As I wrote above, the integrity of the elections will matter a great deal. The last elections, held in 2007, provoked worldwide outcry due to violence and allegations of massive fraud (more here and here). This time, world leaders, including the Obama administration, have placed pressure on Nigeria to ensure a safe and credible vote. Jonathan has entreated the entire nation to help keep the elections peaceful, and has paid special visits to religious leaders to enlist their aid in this effort. Nigerian troops are deploying to supervise the voting, a move that has been read on different sides of the political divide as either a positive measure or as a form of intimidation by the regime.
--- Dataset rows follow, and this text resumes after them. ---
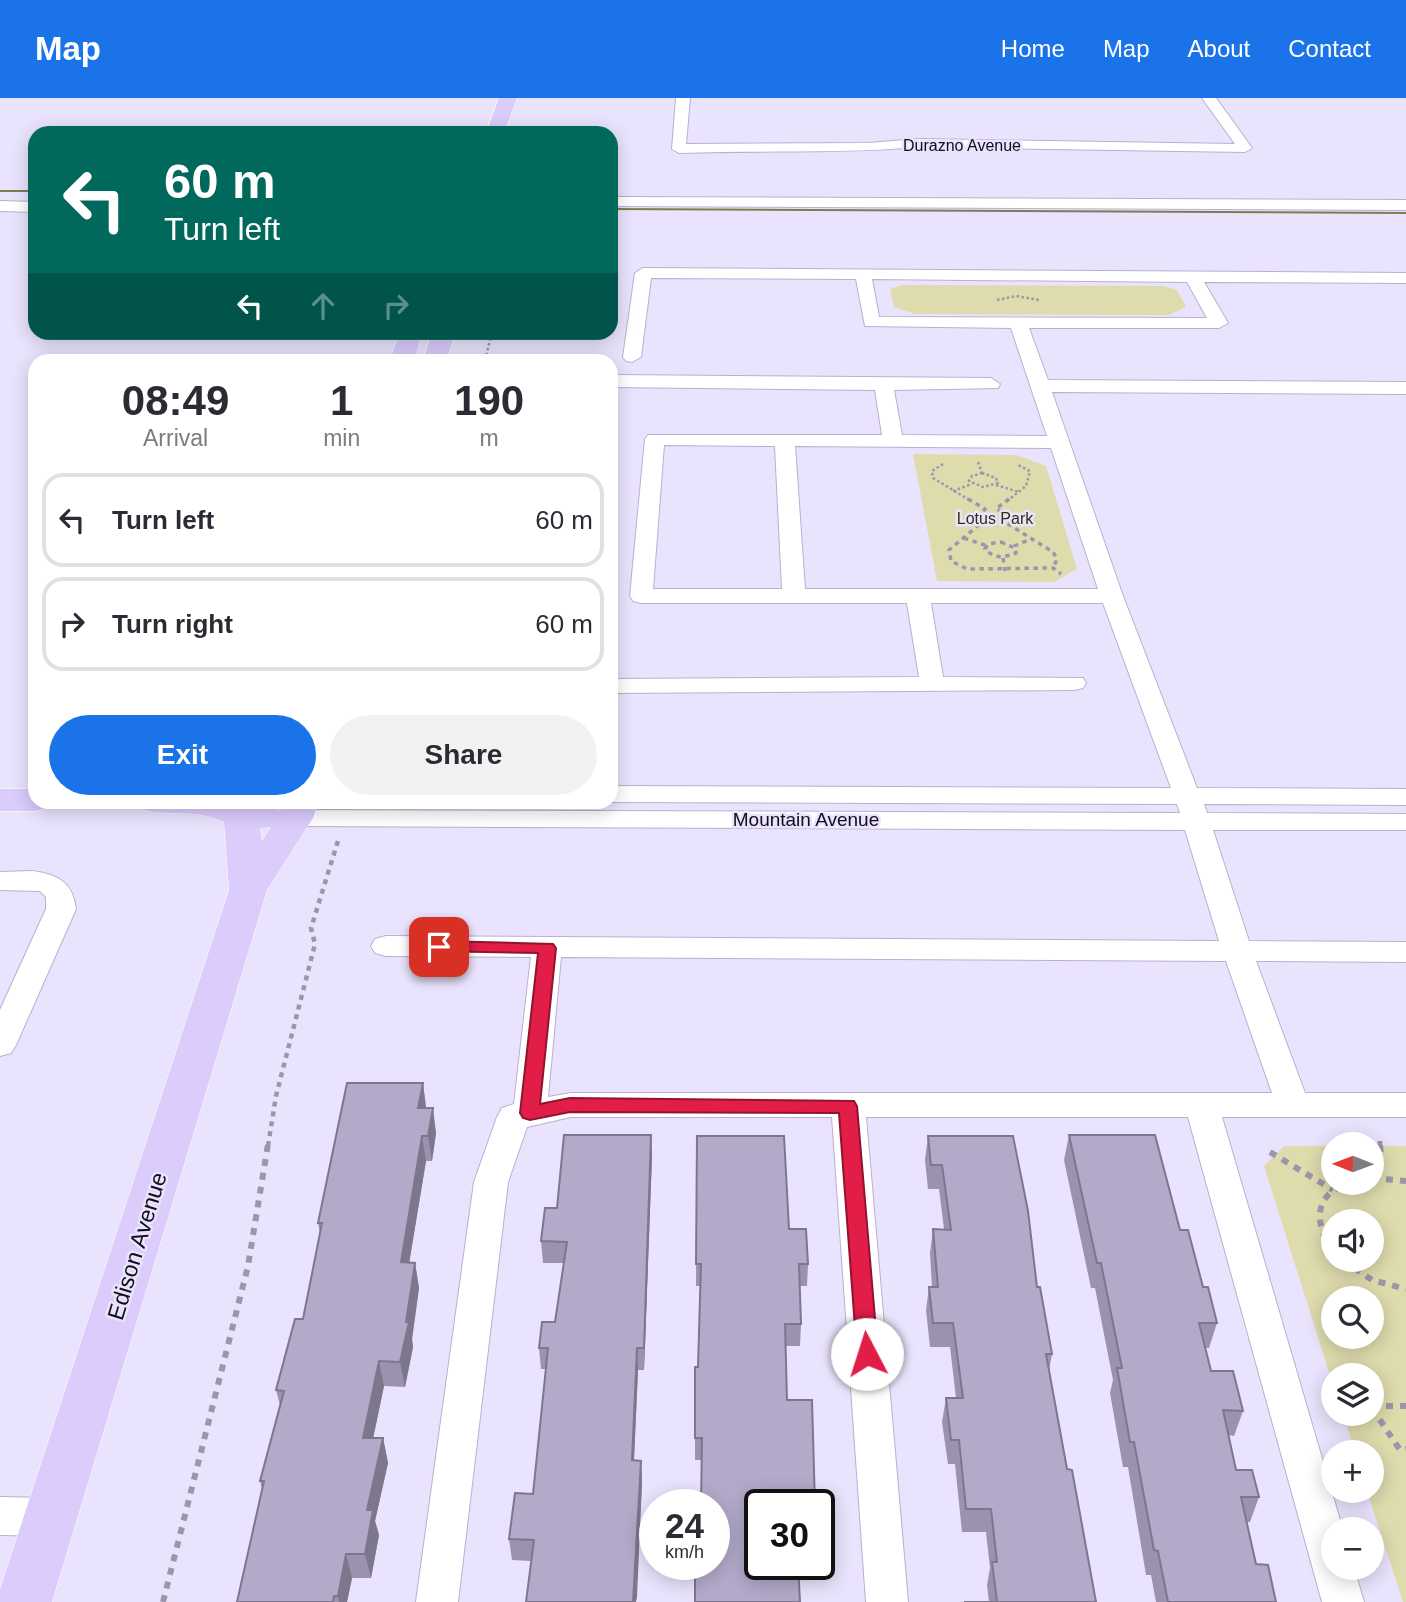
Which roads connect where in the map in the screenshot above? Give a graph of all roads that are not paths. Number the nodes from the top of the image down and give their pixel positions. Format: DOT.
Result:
graph roads {
  1 [pos="508,98"];
  2 [pos="683,98"];
  3 [pos="1209,98"];
  4 [pos="498,126"];
  5 [pos="618,201"];
  6 [pos="1406,205"];
  7 [pos="0,206"];
  8 [pos="28,206"];
  9 [pos="618,215"];
  10 [pos="1406,219"];
  11 [pos="863,274"];
  12 [pos="1192,276"];
  13 [pos="1406,278"];
  14 [pos="1019,324"];
  15 [pos="632,357"];
  16 [pos="618,381"];
  17 [pos="884,384"];
  18 [pos="991,384"];
  19 [pos="1040,386"];
  20 [pos="1406,388"];
  21 [pos="785,440"];
  22 [pos="893,441"];
  23 [pos="1059,442"];
  24 [pos="794,596"];
  25 [pos="1112,596"];
  26 [pos="918,597"];
  27 [pos="1074,683"];
  28 [pos="932,684"];
  29 [pos="618,686"];
  30 [pos="618,794"];
  31 [pos="1406,797"];
  32 [pos="0,800"];
  33 [pos="28,800"];
  34 [pos="1192,808"];
  35 [pos="228,809"];
  36 [pos="297,810"];
  37 [pos="1406,822"];
  38 [pos="0,881"];
  39 [pos="248,890"];
  40 [pos="386,946"];
  41 [pos="547,948"];
  42 [pos="1237,951"];
  43 [pos="1406,952"];
  44 [pos="0,1045"];
  45 [pos="1293,1105"];
  46 [pos="1406,1105"];
  47 [pos="848,1106"];
  48 [pos="1202,1107"];
  49 [pos="530,1113"];
  50 [pos="26,1517"];
  51 [pos="24,1602"];
  52 [pos="437,1602"];
  53 [pos="887,1602"];
  54 [pos="1343,1602"];
  1 -- 4 [label="main road"];
  2 -- 3 [label="street, Durazno Avenue"];
  5 -- 6 [label="street"];
  7 -- 8 [label="street"];
  9 -- 10 [label="street"];
  11 -- 12 [label="street"];
  11 -- 14 [label="street"];
  11 -- 15 [label="street"];
  12 -- 13 [label="street"];
  12 -- 14 [label="street"];
  14 -- 19 [label="street"];
  16 -- 17 [label="street"];
  17 -- 18 [label="street"];
  17 -- 22 [label="street"];
  19 -- 20 [label="street"];
  19 -- 23 [label="street"];
  21 -- 22 [label="street"];
  21 -- 24 [label="street"];
  21 -- 24 [label="street"];
  22 -- 23 [label="street"];
  23 -- 25 [label="street"];
  24 -- 26 [label="street"];
  25 -- 26 [label="street"];
  25 -- 34 [label="street"];
  26 -- 28 [label="street"];
  27 -- 28 [label="street"];
  28 -- 29 [label="street"];
  30 -- 34 [label="street, Mountain Avenue"];
  31 -- 34 [label="street, Mountain Avenue"];
  32 -- 33 [label="main road"];
  34 -- 36 [label="street, Mountain Avenue"];
  34 -- 37 [label="street, Mountain Avenue"];
  34 -- 42 [label="street"];
  35 -- 39 [label="main road, Edison Avenue"];
  36 -- 39 [label="main road, Edison Avenue"];
  38 -- 44 [label="street"];
  39 -- 50 [label="main road, Edison Avenue"];
  40 -- 41 [label="street"];
  41 -- 42 [label="street"];
  41 -- 49 [label="street"];
  42 -- 43 [label="street"];
  42 -- 45 [label="street"];
  45 -- 46 [label="street"];
  45 -- 48 [label="street"];
  47 -- 48 [label="street"];
  47 -- 49 [label="street"];
  47 -- 53 [label="street"];
  48 -- 54 [label="street"];
  49 -- 52 [label="street"];
  50 -- 51 [label="main road, Edison Avenue"];
}
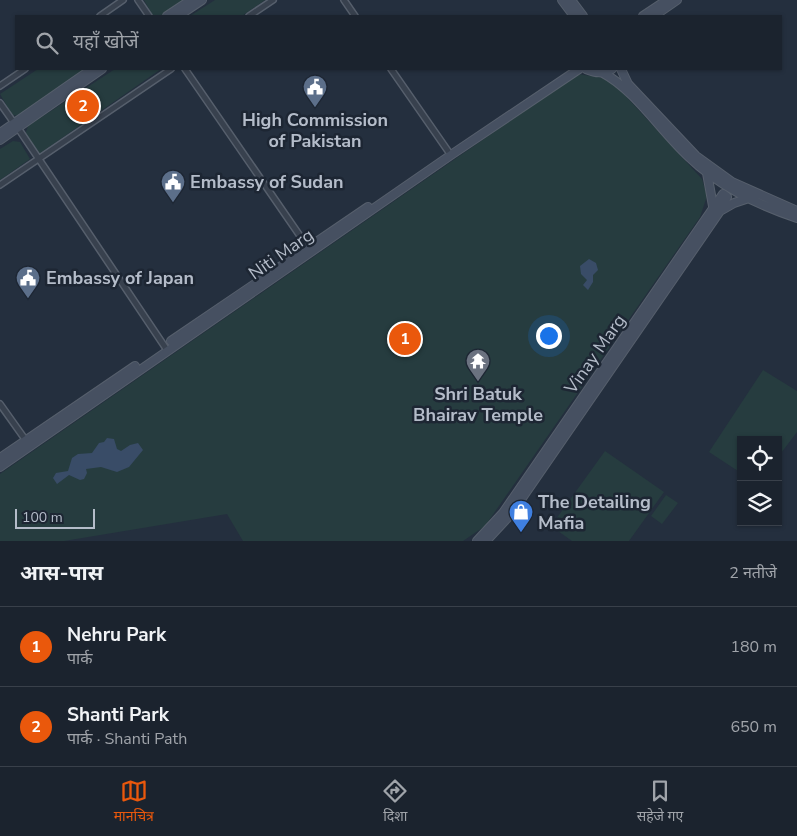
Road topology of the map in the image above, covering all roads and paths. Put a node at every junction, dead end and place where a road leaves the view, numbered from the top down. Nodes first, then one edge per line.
1 (123, 0) edge
2 (138, 0) edge
3 (191, 0) edge
4 (202, 0) edge
5 (273, 0) edge
6 (344, 0) edge
7 (562, 0) edge
8 (572, 0) edge
9 (667, 0) edge
10 (678, 0) edge
11 (101, 15) edge
12 (148, 15) edge
13 (168, 15) edge
14 (180, 15) edge
15 (250, 15) edge
16 (354, 15) edge
17 (573, 15) edge
18 (582, 15) edge
19 (644, 15) edge
20 (656, 15) edge
21 (24, 70) edge
22 (91, 70) edge
23 (100, 70) edge
24 (170, 70) edge
25 (186, 70) edge
26 (393, 70) edge
27 (567, 70) edge
28 (577, 70) edge
29 (590, 70) edge
30 (610, 70) edge
31 (621, 70) edge
32 (603, 73) junction
33 (0, 86) edge
34 (0, 103) edge
35 (16, 126) junction
36 (0, 133) edge
37 (0, 140) edge
38 (448, 150) junction
39 (38, 159) junction
40 (707, 173) junction
41 (0, 185) edge
42 (749, 198) junction
43 (713, 206) junction
44 (720, 211) junction
45 (797, 212) edge
46 (797, 218) edge
47 (309, 249) junction
48 (166, 348) junction
49 (0, 404) edge
50 (28, 444) junction
51 (0, 458) edge
52 (0, 467) edge
53 (477, 541) edge
54 (486, 541) edge

1 - 11 street
2 - 12 street
3 - 13 main road
4 - 14 main road
5 - 15 street
6 - 16 street
7 - 17 main road
8 - 18 main road
9 - 19 main road
10 - 20 main road
21 - 33 street
22 - 35 main road
23 - 35 main road
24 - 39 street
25 - 47 street
26 - 38 street
27 - 38 main road, Niti Marg
28 - 47 main road, Niti Marg
29 - 32 main road
30 - 32 main road
31 - 45 main road
32 - 40 main road
34 - 35 street
35 - 36 main road
35 - 37 main road
35 - 39 street
38 - 47 main road, Niti Marg
39 - 41 street
39 - 48 street
40 - 42 main road
40 - 43 main road
42 - 44 main road, Vinay Marg
42 - 46 main road
43 - 44 main road
43 - 53 main road, Vinay Marg
44 - 54 main road, Vinay Marg
47 - 48 main road, Niti Marg
48 - 50 main road, Niti Marg
49 - 50 street
50 - 51 main road, Niti Marg
50 - 52 main road, Niti Marg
Accusations of rigging are already sounding out, both from opposition parties and from the PDP. Still, the Independent National Electoral Commission (INEC) has won many voters’ trust and some international respect over the last year, and may play a strong part in minimizing problems.

I will be following the elections here and on Twitter, and there are a number of other sources you may find useful: Reuters Africa, BBC Africa, VOA Africa, 234 Next, Vanguard, and Amb. John Campbell’s blog. Let us know in the comments if you have questions, comments, predictions, or recommendations for sources.

Campaigning Begins in Nigeria

Unofficial campaigning for April’s presidential elections in Nigeria began at least five months ago, when incumbent President Goodluck Jonathan announced his intention to run, but this week marked the start of official campaigning.

Following several extensions, Nigeria’s voter registration period ended yesterday. I was unable to locate current figures for registered voters, but last Thursday the Independent National Electoral Commission (INEC) said that 55 million voters (of 70 million eligible voters) had already registered. INEC predicted that the number would hit 62 million by the end of the registration period. As candidates begin to compete for the attention of those voters, many eyes are on Jonathan.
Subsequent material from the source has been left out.